It’s pretty hard to cycle through the University of Chicago Law School (or at least it used to be back when I was a student) without gaining an appreciation for the extent to which markets, while subject to occasional failures, enhance human welfare by channeling resources to their highest and best ends. It’s also hard to spend much time at Chicago without coming to understand that government interventions, despite the best intentions of the planners, often fail, given planners’ limited knowledge (see, e.g., Hayek) and bureaucrats’ tendencies to act, like the rest of us, in a self-interested fashion (see, e.g., the public choice literature). Indeed, even left-leaning Chicagoans like Cass Sunstein, for whom I have tremendous respect, appreciate these ideas and therefore tend to advocate (somewhat) limited government interventions that are targeted at real market failures and that preserve space for private ordering. (See, e.g., Sunstein’s “libertarian paternalism,” which has occasionally been derided on this blog but is a far cry from the “paternalist paternalism” we’ve been seeing from the current Administration.)

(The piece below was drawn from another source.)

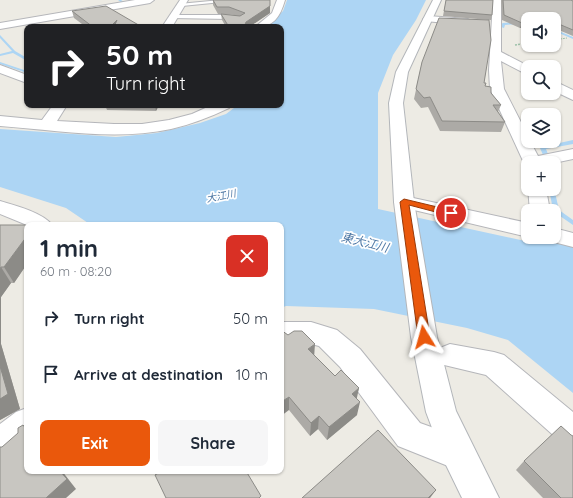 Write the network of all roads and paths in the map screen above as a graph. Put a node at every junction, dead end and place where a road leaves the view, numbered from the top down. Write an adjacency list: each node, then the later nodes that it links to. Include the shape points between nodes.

When President Obama was elected, I hoped and expected that his time at Chicago would influence his policy prescriptions. It hasn’t done so. Not only did he push through two of the most market-insensitive and government-confident pieces of legislation in modern history (the stimulus and the health care law), but even his “move to the center” speech following a mid-term shellacking advocated central planning in the form of pick-the-winner “investments” in green technologies, high-speed rail, etc. His answer to economic stagnation isn’t sound money and the creation of institutions that permit entrepreneurs to flourish without fear of excessive regulation and confiscation. Instead, he wants government to step up and push America forward, as it did in the space race with the Russians: “This is our generation’s Sputnik moment!”
I’ve often wondered how Mr. Obama managed to spend so many years at Chicago without absorbing the ideas that seem to saturate the place. Richard Epstein offers an answer in today’s Wall Street Journal (which quotes an interview Epstein gave to Reason TV):
Reason: The economy has lost 3.3 million jobs, consumer confidence is half its historical average, and unemployment is 9 percent. To what extent is Obama responsible for this?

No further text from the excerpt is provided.